◆ Stored data entries ◆
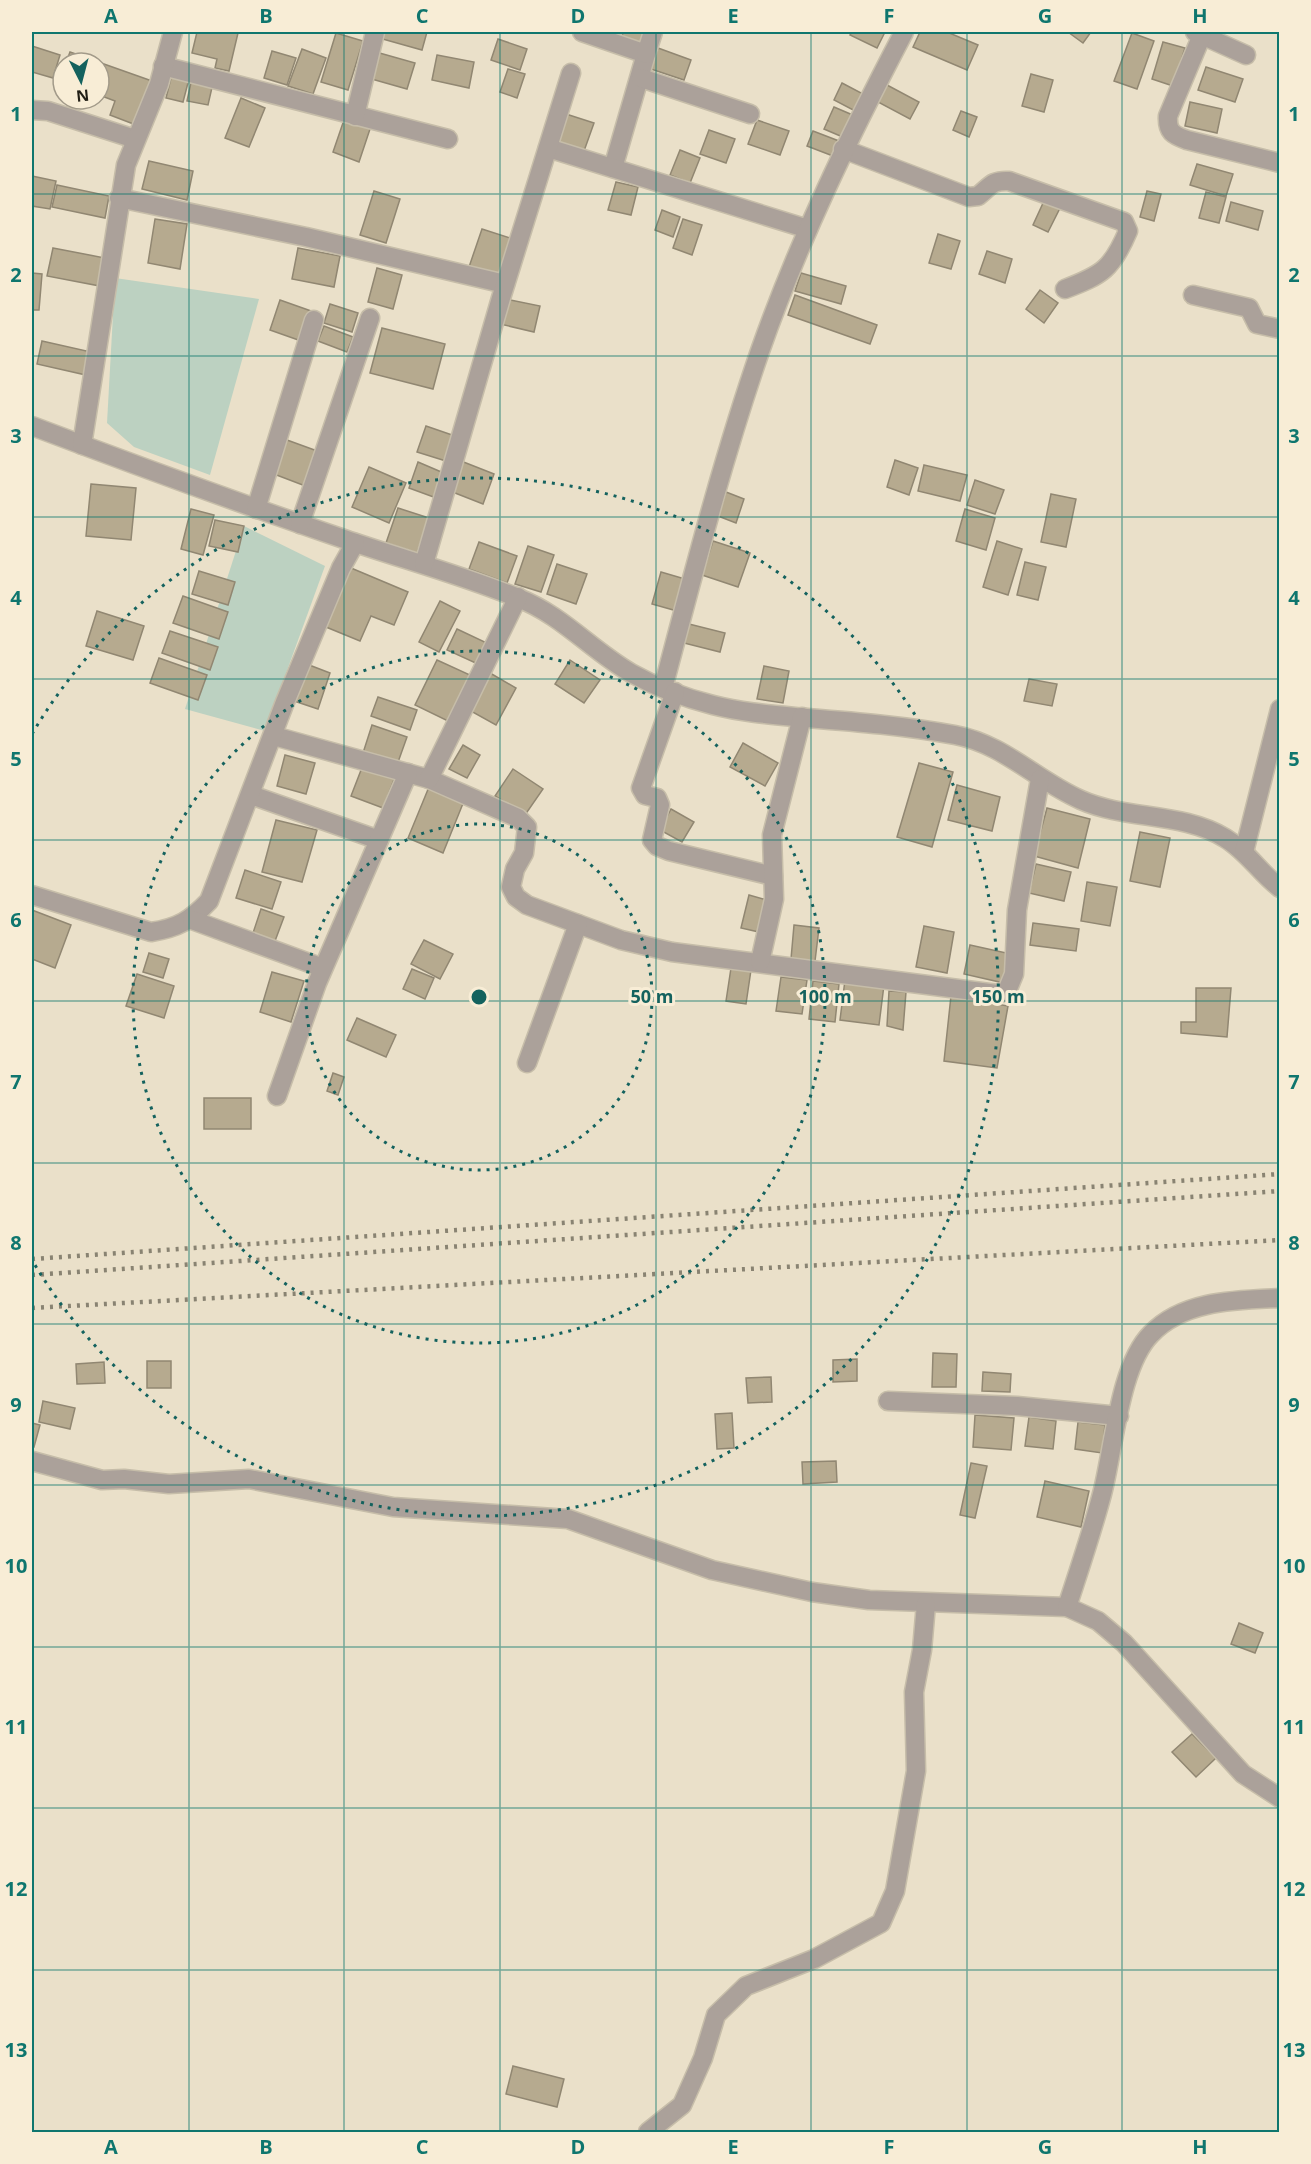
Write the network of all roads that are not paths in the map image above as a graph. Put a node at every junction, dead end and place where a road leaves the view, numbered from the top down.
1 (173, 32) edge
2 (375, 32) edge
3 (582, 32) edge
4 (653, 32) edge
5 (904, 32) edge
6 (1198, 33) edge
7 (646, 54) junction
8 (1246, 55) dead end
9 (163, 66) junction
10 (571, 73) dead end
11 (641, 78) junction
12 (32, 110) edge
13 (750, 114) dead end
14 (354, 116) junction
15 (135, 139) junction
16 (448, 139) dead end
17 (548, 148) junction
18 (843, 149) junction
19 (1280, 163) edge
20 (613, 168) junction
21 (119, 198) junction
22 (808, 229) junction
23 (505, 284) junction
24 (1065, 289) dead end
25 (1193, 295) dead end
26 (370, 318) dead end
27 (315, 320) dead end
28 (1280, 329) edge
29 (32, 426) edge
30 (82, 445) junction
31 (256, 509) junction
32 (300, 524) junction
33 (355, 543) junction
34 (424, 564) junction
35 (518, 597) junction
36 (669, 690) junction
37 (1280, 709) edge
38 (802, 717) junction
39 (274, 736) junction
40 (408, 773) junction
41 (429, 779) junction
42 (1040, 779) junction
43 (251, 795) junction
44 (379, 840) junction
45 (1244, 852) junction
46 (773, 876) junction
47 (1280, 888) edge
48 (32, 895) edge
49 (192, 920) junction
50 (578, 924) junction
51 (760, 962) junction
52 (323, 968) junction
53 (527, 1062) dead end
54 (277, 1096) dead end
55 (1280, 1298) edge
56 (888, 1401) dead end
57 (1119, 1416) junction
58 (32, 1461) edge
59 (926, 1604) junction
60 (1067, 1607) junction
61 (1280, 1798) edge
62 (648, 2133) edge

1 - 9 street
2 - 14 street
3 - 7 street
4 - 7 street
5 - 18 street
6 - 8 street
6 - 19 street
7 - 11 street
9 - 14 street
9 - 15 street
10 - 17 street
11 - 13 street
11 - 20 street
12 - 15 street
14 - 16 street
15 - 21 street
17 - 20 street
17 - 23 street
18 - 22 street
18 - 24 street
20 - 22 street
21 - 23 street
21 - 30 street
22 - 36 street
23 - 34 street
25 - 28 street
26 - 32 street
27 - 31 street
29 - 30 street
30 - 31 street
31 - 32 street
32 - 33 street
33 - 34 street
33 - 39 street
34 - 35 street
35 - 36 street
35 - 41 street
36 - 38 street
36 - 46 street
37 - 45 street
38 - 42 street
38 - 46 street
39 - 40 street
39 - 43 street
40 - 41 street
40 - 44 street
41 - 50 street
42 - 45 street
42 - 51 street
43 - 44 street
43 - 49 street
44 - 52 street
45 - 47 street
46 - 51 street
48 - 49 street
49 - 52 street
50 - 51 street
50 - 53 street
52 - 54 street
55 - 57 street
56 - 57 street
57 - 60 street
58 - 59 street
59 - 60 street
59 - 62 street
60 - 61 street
...
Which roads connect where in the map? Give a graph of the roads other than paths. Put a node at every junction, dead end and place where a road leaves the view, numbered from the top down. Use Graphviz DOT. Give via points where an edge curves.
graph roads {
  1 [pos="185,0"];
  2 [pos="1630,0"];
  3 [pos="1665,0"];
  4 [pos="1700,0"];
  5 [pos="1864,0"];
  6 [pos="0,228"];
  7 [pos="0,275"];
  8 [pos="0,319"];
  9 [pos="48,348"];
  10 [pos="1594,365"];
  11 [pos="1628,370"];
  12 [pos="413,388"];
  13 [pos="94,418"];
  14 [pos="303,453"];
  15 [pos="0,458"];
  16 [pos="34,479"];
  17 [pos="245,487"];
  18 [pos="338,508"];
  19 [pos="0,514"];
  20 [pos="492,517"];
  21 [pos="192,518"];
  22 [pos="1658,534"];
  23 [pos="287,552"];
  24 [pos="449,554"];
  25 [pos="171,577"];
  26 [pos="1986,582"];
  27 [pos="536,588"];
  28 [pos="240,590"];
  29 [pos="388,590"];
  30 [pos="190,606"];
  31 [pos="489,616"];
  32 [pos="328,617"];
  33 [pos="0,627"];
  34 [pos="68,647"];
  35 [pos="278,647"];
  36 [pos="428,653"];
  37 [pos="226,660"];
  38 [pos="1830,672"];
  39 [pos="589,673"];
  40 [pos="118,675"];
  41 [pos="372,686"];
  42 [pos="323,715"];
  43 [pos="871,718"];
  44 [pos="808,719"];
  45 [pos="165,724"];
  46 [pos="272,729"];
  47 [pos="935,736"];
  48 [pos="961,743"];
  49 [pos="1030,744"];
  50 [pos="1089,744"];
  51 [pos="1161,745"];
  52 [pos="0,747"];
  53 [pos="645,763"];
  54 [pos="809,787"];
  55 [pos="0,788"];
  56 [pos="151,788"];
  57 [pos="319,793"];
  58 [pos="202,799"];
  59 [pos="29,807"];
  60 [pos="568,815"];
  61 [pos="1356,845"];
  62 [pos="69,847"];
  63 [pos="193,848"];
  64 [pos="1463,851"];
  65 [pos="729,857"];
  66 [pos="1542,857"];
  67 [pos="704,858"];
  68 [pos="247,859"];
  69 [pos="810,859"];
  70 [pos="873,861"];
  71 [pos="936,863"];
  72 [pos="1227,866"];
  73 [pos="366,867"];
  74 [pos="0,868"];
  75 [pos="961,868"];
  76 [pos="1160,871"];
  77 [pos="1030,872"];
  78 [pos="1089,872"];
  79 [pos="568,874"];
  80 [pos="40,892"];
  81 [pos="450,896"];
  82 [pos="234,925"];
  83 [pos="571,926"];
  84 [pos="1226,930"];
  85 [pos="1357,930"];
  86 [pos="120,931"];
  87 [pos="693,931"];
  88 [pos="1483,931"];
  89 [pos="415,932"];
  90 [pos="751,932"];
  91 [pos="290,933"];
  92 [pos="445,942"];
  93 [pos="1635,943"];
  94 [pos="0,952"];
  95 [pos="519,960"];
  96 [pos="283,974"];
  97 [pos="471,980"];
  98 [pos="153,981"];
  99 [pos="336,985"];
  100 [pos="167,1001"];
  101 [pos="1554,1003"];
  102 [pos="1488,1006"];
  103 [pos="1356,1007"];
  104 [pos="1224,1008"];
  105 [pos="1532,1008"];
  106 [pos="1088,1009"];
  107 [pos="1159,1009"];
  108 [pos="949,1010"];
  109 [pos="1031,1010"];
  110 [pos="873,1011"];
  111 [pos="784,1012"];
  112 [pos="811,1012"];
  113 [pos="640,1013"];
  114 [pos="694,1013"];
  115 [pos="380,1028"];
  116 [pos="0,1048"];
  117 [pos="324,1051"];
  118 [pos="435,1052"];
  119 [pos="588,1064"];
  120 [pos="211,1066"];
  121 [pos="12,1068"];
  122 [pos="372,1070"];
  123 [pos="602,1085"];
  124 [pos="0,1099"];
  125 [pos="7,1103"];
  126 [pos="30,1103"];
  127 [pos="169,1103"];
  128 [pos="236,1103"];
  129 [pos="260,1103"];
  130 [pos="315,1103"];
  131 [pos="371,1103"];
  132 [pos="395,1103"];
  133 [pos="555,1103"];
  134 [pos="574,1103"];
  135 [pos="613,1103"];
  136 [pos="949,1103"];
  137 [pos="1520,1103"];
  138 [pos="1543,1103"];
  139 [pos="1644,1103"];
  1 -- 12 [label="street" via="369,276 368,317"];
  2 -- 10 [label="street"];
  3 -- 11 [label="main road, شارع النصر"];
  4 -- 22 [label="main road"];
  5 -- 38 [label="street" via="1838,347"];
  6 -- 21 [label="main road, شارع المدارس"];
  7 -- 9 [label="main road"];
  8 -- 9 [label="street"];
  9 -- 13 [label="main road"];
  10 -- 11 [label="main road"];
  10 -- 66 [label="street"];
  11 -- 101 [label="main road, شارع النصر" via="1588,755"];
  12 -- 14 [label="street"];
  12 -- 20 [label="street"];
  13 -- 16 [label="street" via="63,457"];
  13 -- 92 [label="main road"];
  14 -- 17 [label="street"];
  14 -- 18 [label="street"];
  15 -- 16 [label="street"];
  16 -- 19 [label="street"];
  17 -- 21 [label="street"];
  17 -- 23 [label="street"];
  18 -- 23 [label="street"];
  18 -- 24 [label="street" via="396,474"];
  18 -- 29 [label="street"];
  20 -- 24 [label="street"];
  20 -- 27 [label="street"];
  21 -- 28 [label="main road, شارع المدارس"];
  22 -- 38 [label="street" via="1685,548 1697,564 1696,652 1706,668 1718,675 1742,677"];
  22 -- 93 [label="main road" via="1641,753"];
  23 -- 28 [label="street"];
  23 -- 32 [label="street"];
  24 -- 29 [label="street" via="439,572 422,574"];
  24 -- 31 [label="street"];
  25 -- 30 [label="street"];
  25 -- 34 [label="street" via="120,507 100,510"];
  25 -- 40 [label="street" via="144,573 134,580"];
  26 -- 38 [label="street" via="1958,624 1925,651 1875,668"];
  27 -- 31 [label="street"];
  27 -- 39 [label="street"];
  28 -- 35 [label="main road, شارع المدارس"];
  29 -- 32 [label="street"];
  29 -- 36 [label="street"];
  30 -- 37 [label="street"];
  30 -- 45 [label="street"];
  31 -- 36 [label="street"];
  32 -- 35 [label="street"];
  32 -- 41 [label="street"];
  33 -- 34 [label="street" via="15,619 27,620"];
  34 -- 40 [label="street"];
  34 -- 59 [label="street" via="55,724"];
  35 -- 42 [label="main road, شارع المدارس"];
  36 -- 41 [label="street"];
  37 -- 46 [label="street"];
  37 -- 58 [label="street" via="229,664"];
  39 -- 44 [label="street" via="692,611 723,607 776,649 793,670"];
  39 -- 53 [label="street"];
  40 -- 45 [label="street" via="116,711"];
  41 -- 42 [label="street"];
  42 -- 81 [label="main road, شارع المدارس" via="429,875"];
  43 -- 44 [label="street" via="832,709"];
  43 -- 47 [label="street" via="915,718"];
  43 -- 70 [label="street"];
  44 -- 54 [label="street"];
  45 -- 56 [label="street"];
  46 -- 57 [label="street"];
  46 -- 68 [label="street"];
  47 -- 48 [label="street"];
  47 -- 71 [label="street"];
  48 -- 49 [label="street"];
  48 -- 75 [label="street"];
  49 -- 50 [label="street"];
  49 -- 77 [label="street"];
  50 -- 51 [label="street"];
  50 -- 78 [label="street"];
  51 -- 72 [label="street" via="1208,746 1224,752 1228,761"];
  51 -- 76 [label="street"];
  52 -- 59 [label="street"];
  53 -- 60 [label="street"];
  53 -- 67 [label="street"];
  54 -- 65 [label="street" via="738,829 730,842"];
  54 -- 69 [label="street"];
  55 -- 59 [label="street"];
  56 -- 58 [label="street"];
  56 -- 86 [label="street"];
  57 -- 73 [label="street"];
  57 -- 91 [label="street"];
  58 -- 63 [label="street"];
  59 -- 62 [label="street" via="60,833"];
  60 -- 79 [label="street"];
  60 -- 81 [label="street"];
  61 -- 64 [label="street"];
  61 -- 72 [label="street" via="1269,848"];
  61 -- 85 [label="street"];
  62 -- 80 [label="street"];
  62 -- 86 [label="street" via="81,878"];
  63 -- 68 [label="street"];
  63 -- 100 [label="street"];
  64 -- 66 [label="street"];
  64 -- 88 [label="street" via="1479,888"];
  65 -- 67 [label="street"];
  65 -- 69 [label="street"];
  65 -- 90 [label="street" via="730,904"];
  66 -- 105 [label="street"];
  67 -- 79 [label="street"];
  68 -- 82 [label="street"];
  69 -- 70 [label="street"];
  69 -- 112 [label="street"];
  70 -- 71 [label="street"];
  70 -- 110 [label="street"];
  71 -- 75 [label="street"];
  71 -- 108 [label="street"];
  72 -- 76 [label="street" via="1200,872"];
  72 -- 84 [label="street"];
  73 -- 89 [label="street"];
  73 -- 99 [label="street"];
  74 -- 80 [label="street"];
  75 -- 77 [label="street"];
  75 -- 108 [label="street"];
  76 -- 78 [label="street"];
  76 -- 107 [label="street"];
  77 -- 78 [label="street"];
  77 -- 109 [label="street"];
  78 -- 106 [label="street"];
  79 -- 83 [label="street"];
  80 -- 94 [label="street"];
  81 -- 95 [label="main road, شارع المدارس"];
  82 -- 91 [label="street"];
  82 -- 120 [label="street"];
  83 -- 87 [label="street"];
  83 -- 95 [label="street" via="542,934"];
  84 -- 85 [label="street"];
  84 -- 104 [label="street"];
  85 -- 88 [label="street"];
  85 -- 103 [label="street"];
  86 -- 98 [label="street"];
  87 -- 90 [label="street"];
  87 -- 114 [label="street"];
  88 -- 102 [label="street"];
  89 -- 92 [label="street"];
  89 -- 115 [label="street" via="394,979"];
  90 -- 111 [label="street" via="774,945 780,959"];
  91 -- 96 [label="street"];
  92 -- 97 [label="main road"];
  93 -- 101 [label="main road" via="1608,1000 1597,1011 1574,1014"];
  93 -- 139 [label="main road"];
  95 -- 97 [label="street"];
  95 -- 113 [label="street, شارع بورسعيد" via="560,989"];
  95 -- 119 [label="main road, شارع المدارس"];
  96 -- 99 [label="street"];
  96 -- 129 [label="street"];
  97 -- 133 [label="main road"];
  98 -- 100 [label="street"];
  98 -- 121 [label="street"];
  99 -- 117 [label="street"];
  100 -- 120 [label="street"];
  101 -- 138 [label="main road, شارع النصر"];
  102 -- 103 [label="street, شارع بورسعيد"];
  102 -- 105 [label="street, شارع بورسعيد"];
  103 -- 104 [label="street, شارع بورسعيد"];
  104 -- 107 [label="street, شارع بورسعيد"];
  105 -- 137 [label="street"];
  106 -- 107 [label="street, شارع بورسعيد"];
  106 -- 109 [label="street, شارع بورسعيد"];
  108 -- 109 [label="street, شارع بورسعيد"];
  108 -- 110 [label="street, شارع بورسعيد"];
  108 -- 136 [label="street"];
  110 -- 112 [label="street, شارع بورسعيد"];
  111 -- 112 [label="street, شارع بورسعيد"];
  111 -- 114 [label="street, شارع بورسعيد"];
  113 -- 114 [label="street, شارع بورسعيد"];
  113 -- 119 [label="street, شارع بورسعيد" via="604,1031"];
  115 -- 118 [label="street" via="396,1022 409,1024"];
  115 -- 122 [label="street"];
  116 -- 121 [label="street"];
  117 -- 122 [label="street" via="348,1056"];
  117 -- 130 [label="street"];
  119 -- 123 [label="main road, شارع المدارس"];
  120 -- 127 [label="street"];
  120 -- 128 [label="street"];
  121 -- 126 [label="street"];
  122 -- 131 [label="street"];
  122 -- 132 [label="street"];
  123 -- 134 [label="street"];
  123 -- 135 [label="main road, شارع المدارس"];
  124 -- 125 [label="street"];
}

◆ What you will do ◆
Each line above that contains "paths" counts once; report the resulting number and nothing else.

◆ Solution for this exercise ◆
2